- [Task description] Check each line of the listing, and copy it if it contains the word "canvas".

- [Provided data]
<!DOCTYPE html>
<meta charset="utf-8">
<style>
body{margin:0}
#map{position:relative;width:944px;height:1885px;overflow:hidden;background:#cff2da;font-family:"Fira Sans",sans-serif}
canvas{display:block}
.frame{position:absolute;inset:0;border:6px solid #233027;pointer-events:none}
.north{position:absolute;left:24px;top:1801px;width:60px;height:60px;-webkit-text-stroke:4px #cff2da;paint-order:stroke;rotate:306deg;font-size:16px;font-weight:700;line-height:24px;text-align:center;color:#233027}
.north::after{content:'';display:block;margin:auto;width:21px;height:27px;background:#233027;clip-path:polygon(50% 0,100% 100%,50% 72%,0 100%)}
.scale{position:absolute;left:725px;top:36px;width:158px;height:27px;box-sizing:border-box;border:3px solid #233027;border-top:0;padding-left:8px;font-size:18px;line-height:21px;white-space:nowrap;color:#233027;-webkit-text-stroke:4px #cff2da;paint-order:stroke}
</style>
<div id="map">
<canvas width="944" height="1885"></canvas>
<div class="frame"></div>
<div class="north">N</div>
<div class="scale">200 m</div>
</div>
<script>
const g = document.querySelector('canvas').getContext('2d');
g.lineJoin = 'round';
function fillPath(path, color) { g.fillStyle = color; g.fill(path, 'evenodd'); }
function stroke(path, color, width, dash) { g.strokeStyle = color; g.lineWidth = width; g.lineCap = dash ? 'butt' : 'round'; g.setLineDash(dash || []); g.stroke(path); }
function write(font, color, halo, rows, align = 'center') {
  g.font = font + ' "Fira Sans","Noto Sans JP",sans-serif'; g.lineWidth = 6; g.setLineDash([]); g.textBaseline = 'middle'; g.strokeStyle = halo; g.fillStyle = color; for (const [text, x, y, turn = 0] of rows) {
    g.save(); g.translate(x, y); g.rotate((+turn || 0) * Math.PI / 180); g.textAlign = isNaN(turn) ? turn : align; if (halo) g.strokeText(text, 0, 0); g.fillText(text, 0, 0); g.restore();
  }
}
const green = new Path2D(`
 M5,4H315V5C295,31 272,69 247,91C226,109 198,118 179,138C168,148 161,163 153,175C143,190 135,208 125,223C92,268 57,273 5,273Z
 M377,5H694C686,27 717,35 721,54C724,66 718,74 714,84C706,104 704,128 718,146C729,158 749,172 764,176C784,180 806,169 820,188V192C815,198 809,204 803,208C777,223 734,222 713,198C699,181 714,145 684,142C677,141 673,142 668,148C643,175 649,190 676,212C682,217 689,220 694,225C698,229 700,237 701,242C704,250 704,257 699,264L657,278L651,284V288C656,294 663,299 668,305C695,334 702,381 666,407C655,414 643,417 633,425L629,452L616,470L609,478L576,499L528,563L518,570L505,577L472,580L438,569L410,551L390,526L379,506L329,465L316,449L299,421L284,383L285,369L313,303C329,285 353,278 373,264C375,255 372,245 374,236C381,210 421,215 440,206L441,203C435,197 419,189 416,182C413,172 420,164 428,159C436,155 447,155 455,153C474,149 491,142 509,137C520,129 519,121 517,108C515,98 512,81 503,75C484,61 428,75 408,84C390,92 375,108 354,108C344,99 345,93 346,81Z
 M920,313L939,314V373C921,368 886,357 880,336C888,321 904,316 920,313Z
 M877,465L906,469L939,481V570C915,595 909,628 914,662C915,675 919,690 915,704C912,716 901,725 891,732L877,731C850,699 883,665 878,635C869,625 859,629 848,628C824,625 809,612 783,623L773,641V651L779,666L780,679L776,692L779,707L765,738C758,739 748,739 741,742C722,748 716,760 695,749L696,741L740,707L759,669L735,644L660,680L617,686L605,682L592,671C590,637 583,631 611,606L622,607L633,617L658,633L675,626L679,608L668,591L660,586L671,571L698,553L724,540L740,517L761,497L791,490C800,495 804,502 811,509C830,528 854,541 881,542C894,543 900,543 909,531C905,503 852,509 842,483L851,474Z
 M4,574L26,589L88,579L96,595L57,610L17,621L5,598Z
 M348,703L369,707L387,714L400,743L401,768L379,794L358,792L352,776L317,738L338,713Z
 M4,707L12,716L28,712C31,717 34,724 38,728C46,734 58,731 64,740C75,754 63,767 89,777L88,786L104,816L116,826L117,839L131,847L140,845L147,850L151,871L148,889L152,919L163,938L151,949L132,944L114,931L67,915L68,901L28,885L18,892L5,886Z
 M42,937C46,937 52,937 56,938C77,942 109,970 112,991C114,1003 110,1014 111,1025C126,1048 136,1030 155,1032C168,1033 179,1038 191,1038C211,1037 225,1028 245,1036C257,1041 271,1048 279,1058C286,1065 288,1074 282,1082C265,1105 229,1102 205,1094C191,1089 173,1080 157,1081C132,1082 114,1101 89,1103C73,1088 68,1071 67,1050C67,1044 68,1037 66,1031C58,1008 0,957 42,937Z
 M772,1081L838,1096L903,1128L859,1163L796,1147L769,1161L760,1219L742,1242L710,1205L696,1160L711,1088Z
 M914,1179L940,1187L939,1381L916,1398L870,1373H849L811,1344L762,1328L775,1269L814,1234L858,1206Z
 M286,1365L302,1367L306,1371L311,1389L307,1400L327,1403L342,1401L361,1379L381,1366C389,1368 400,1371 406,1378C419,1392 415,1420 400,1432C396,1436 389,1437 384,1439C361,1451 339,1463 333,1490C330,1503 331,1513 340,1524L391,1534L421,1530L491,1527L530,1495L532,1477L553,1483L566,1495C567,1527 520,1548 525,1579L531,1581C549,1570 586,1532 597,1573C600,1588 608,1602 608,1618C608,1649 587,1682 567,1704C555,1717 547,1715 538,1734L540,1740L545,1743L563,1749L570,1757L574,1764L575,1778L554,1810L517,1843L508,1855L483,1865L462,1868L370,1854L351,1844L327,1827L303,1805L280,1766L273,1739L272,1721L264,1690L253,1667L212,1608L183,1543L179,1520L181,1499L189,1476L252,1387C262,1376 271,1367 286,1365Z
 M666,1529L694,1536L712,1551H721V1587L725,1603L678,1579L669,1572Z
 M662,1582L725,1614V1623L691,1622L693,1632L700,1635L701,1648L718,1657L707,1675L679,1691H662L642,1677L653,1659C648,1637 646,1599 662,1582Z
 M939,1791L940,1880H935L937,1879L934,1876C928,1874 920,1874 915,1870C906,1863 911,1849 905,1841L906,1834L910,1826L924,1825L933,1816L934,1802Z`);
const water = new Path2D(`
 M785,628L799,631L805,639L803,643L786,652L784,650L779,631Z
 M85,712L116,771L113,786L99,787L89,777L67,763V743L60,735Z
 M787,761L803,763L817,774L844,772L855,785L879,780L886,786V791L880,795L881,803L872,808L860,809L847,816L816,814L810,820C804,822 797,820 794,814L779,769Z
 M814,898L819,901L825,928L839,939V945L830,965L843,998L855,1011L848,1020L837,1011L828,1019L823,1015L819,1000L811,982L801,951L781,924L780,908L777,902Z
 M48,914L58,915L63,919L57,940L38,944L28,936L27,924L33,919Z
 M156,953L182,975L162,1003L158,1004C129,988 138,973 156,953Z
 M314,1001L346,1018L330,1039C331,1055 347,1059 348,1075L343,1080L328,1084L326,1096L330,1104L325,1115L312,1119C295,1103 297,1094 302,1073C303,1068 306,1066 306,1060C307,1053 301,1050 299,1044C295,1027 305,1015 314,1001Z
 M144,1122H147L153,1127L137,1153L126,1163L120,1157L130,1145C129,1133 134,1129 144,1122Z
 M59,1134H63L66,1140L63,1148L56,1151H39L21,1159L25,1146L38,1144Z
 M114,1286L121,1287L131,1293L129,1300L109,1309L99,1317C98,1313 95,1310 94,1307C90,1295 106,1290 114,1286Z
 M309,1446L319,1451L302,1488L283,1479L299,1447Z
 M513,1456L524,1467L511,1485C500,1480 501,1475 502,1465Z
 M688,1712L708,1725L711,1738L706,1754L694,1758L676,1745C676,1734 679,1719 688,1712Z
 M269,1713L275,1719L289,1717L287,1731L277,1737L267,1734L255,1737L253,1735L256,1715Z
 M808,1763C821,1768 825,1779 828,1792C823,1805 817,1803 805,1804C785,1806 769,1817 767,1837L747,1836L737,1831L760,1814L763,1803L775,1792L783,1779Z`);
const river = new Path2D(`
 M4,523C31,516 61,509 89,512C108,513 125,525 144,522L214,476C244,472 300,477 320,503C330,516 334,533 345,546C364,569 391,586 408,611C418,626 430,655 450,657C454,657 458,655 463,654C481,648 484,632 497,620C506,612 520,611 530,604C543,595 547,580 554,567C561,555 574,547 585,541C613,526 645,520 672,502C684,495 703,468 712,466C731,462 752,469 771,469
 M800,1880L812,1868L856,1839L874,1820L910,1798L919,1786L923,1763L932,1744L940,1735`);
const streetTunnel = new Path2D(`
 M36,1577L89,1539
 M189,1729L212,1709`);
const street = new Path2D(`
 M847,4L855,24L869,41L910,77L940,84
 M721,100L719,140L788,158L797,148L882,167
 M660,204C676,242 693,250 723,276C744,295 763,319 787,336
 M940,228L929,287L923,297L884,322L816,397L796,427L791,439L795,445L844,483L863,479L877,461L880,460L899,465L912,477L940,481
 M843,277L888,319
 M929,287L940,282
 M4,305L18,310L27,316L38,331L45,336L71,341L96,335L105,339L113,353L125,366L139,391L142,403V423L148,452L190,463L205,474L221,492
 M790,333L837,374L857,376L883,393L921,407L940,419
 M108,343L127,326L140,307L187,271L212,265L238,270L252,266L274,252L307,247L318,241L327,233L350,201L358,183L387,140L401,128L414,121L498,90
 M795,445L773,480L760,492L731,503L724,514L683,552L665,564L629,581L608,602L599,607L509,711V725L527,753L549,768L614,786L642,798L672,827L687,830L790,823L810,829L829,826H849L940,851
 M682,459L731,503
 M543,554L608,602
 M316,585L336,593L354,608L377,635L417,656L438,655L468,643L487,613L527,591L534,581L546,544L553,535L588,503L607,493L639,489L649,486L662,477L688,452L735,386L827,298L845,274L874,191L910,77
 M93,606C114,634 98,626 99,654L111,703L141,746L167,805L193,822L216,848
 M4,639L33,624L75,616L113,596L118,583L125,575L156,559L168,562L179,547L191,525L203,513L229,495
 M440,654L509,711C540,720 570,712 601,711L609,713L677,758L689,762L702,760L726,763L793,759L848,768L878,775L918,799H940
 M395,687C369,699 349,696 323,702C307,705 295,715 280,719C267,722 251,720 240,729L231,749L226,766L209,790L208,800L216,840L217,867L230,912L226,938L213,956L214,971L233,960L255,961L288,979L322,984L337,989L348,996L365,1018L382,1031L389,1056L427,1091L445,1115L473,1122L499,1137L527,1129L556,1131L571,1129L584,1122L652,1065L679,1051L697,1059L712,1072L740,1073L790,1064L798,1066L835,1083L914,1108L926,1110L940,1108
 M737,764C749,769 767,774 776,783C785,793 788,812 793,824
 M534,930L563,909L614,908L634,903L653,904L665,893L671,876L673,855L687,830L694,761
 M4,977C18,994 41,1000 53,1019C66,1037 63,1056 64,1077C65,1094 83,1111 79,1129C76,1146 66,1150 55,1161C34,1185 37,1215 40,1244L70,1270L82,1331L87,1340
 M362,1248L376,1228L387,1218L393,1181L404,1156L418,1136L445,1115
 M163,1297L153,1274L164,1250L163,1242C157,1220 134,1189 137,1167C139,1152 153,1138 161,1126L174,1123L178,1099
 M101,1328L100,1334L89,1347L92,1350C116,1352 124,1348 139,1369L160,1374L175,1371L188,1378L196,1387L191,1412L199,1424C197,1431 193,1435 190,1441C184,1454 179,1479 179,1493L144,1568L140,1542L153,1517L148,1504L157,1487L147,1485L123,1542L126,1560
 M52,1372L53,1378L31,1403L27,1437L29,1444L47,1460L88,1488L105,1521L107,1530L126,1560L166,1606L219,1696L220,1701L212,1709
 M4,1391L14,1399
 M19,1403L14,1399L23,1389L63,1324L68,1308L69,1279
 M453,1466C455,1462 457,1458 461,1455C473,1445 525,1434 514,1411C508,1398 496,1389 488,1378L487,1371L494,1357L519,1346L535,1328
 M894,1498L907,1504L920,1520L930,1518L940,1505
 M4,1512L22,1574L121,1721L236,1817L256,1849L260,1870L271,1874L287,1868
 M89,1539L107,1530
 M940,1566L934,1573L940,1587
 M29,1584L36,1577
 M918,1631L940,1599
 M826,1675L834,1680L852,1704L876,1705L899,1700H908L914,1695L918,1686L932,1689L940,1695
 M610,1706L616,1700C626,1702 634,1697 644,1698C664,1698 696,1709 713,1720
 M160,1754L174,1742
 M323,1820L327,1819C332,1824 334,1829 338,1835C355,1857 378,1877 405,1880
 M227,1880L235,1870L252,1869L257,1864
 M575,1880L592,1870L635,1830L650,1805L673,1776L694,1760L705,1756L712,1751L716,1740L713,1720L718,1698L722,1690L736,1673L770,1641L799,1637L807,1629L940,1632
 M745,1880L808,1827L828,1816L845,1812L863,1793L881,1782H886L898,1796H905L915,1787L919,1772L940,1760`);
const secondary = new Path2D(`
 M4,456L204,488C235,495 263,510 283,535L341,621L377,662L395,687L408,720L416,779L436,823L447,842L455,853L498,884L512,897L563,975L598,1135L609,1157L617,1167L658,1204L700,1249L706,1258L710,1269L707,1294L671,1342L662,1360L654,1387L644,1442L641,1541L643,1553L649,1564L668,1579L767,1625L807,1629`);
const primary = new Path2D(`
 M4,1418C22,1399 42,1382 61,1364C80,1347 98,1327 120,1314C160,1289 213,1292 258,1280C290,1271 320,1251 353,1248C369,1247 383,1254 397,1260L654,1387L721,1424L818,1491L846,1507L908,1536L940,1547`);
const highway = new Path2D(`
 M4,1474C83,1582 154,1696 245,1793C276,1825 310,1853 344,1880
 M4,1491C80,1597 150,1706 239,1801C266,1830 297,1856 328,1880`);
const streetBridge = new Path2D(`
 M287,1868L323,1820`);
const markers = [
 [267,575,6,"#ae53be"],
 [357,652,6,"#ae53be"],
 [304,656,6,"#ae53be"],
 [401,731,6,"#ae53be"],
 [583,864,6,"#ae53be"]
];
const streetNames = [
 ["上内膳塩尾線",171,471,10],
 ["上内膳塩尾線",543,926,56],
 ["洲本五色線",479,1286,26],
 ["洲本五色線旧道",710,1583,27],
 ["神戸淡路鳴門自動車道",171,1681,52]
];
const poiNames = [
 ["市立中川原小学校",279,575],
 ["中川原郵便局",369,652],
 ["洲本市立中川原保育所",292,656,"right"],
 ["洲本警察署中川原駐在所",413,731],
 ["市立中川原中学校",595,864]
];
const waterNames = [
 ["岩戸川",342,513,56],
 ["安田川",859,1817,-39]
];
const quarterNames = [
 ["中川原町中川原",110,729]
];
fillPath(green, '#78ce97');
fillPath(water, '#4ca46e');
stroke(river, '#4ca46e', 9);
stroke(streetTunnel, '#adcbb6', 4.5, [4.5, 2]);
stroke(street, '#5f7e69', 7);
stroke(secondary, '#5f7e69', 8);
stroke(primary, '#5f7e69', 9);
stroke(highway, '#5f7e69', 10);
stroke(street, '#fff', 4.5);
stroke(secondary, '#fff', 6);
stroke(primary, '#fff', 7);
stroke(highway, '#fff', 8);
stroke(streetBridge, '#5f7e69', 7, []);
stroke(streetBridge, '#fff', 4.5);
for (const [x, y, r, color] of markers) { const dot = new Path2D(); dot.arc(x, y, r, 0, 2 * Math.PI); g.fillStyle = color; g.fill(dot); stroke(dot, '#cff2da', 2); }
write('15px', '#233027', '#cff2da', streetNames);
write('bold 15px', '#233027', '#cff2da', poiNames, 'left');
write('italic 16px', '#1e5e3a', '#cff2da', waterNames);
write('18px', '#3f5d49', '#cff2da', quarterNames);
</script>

- [Result of the task]
canvas{display:block}
<canvas width="944" height="1885"></canvas>
const g = document.querySelector('canvas').getContext('2d');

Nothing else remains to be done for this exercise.